→ **Provided material**
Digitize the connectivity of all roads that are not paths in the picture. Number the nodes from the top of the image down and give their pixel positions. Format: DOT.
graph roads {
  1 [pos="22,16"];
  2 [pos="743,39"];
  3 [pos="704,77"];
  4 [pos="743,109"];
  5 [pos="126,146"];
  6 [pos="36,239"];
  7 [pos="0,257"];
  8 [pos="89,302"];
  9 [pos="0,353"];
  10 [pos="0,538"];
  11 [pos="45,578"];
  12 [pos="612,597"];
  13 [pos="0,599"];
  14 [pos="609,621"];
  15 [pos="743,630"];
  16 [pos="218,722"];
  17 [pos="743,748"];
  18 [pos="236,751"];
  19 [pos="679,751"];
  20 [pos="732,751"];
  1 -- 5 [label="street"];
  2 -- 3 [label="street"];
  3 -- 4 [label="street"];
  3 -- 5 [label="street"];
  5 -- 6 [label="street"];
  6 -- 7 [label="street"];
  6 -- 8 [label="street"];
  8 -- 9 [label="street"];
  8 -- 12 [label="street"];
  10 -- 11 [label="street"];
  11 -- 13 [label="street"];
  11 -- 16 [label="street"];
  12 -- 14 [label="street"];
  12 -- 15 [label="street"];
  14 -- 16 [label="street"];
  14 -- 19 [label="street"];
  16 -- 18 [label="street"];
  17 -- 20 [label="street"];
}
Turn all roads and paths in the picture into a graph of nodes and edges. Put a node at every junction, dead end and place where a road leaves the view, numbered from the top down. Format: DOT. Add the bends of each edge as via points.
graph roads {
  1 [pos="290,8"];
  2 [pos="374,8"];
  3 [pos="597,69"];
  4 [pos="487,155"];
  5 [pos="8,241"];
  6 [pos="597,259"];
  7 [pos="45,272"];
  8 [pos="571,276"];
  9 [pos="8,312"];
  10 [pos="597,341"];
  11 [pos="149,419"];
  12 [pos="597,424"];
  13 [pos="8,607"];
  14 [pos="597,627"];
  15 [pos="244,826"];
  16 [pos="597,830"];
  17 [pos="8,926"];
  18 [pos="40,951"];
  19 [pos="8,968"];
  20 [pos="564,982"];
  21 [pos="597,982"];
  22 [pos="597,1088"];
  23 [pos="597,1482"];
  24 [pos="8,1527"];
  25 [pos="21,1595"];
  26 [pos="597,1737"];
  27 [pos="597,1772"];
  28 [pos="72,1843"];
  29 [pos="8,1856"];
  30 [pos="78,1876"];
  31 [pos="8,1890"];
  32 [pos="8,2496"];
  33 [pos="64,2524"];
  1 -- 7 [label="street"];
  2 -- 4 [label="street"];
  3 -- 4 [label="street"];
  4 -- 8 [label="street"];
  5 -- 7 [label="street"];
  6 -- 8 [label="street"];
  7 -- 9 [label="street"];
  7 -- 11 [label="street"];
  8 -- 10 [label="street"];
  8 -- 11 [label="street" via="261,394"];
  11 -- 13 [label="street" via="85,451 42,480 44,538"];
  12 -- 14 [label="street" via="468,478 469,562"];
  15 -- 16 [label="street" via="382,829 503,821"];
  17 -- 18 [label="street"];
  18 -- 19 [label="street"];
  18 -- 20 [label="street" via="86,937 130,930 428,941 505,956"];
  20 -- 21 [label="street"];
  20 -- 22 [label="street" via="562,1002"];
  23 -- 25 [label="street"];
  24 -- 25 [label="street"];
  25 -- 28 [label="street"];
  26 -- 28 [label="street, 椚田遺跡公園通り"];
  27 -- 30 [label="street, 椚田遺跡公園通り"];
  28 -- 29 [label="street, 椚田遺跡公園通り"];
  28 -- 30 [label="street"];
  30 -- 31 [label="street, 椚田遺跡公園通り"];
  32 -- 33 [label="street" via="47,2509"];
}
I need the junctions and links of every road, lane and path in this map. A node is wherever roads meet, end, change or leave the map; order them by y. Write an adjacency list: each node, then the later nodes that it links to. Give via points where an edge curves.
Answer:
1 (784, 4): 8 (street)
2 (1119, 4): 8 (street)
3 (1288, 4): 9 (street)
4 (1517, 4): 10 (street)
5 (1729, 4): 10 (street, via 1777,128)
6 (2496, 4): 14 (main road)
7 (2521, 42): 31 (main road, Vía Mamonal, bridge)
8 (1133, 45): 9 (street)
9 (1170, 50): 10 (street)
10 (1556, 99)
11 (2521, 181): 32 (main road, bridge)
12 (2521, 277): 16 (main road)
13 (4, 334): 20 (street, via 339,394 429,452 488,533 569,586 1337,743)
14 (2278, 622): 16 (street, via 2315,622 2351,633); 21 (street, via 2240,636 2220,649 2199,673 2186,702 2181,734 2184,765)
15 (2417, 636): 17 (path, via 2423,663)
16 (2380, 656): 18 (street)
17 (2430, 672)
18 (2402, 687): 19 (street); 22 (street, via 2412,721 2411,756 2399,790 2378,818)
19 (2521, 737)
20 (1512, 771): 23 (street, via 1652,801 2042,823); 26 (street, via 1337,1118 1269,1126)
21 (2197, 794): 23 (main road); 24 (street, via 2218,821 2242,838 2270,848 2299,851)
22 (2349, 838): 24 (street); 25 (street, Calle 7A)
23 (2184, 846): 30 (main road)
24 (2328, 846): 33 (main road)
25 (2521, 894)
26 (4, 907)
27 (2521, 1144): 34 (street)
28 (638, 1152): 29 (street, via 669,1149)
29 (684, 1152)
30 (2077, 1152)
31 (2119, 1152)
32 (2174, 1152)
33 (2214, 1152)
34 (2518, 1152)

→ **What to do**
What you should do is return the records above exactly, leaving nothing out.

→ **Response to this task**
Digitize the connectivity of all roads that are not paths in the picture. Number the nodes from the top of the image down and give their pixel positions. Format: DOT.
graph roads {
  1 [pos="22,16"];
  2 [pos="743,39"];
  3 [pos="704,77"];
  4 [pos="743,109"];
  5 [pos="126,146"];
  6 [pos="36,239"];
  7 [pos="0,257"];
  8 [pos="89,302"];
  9 [pos="0,353"];
  10 [pos="0,538"];
  11 [pos="45,578"];
  12 [pos="612,597"];
  13 [pos="0,599"];
  14 [pos="609,621"];
  15 [pos="743,630"];
  16 [pos="218,722"];
  17 [pos="743,748"];
  18 [pos="236,751"];
  19 [pos="679,751"];
  20 [pos="732,751"];
  1 -- 5 [label="street"];
  2 -- 3 [label="street"];
  3 -- 4 [label="street"];
  3 -- 5 [label="street"];
  5 -- 6 [label="street"];
  6 -- 7 [label="street"];
  6 -- 8 [label="street"];
  8 -- 9 [label="street"];
  8 -- 12 [label="street"];
  10 -- 11 [label="street"];
  11 -- 13 [label="street"];
  11 -- 16 [label="street"];
  12 -- 14 [label="street"];
  12 -- 15 [label="street"];
  14 -- 16 [label="street"];
  14 -- 19 [label="street"];
  16 -- 18 [label="street"];
  17 -- 20 [label="street"];
}
Turn all roads and paths in the picture into a graph of nodes and edges. Put a node at every junction, dead end and place where a road leaves the view, numbered from the top down. Format: DOT. Add the bends of each edge as via points.
graph roads {
  1 [pos="290,8"];
  2 [pos="374,8"];
  3 [pos="597,69"];
  4 [pos="487,155"];
  5 [pos="8,241"];
  6 [pos="597,259"];
  7 [pos="45,272"];
  8 [pos="571,276"];
  9 [pos="8,312"];
  10 [pos="597,341"];
  11 [pos="149,419"];
  12 [pos="597,424"];
  13 [pos="8,607"];
  14 [pos="597,627"];
  15 [pos="244,826"];
  16 [pos="597,830"];
  17 [pos="8,926"];
  18 [pos="40,951"];
  19 [pos="8,968"];
  20 [pos="564,982"];
  21 [pos="597,982"];
  22 [pos="597,1088"];
  23 [pos="597,1482"];
  24 [pos="8,1527"];
  25 [pos="21,1595"];
  26 [pos="597,1737"];
  27 [pos="597,1772"];
  28 [pos="72,1843"];
  29 [pos="8,1856"];
  30 [pos="78,1876"];
  31 [pos="8,1890"];
  32 [pos="8,2496"];
  33 [pos="64,2524"];
  1 -- 7 [label="street"];
  2 -- 4 [label="street"];
  3 -- 4 [label="street"];
  4 -- 8 [label="street"];
  5 -- 7 [label="street"];
  6 -- 8 [label="street"];
  7 -- 9 [label="street"];
  7 -- 11 [label="street"];
  8 -- 10 [label="street"];
  8 -- 11 [label="street" via="261,394"];
  11 -- 13 [label="street" via="85,451 42,480 44,538"];
  12 -- 14 [label="street" via="468,478 469,562"];
  15 -- 16 [label="street" via="382,829 503,821"];
  17 -- 18 [label="street"];
  18 -- 19 [label="street"];
  18 -- 20 [label="street" via="86,937 130,930 428,941 505,956"];
  20 -- 21 [label="street"];
  20 -- 22 [label="street" via="562,1002"];
  23 -- 25 [label="street"];
  24 -- 25 [label="street"];
  25 -- 28 [label="street"];
  26 -- 28 [label="street, 椚田遺跡公園通り"];
  27 -- 30 [label="street, 椚田遺跡公園通り"];
  28 -- 29 [label="street, 椚田遺跡公園通り"];
  28 -- 30 [label="street"];
  30 -- 31 [label="street, 椚田遺跡公園通り"];
  32 -- 33 [label="street" via="47,2509"];
}
I need the junctions and links of every road, lane and path in this map. A node is wherever roads meet, end, change or leave the map; order them by y. Write an adjacency list: each node, then the later nodes that it links to. Give via points where an edge curves.
Answer:
1 (784, 4): 8 (street)
2 (1119, 4): 8 (street)
3 (1288, 4): 9 (street)
4 (1517, 4): 10 (street)
5 (1729, 4): 10 (street, via 1777,128)
6 (2496, 4): 14 (main road)
7 (2521, 42): 31 (main road, Vía Mamonal, bridge)
8 (1133, 45): 9 (street)
9 (1170, 50): 10 (street)
10 (1556, 99)
11 (2521, 181): 32 (main road, bridge)
12 (2521, 277): 16 (main road)
13 (4, 334): 20 (street, via 339,394 429,452 488,533 569,586 1337,743)
14 (2278, 622): 16 (street, via 2315,622 2351,633); 21 (street, via 2240,636 2220,649 2199,673 2186,702 2181,734 2184,765)
15 (2417, 636): 17 (path, via 2423,663)
16 (2380, 656): 18 (street)
17 (2430, 672)
18 (2402, 687): 19 (street); 22 (street, via 2412,721 2411,756 2399,790 2378,818)
19 (2521, 737)
20 (1512, 771): 23 (street, via 1652,801 2042,823); 26 (street, via 1337,1118 1269,1126)
21 (2197, 794): 23 (main road); 24 (street, via 2218,821 2242,838 2270,848 2299,851)
22 (2349, 838): 24 (street); 25 (street, Calle 7A)
23 (2184, 846): 30 (main road)
24 (2328, 846): 33 (main road)
25 (2521, 894)
26 (4, 907)
27 (2521, 1144): 34 (street)
28 (638, 1152): 29 (street, via 669,1149)
29 (684, 1152)
30 (2077, 1152)
31 (2119, 1152)
32 (2174, 1152)
33 (2214, 1152)
34 (2518, 1152)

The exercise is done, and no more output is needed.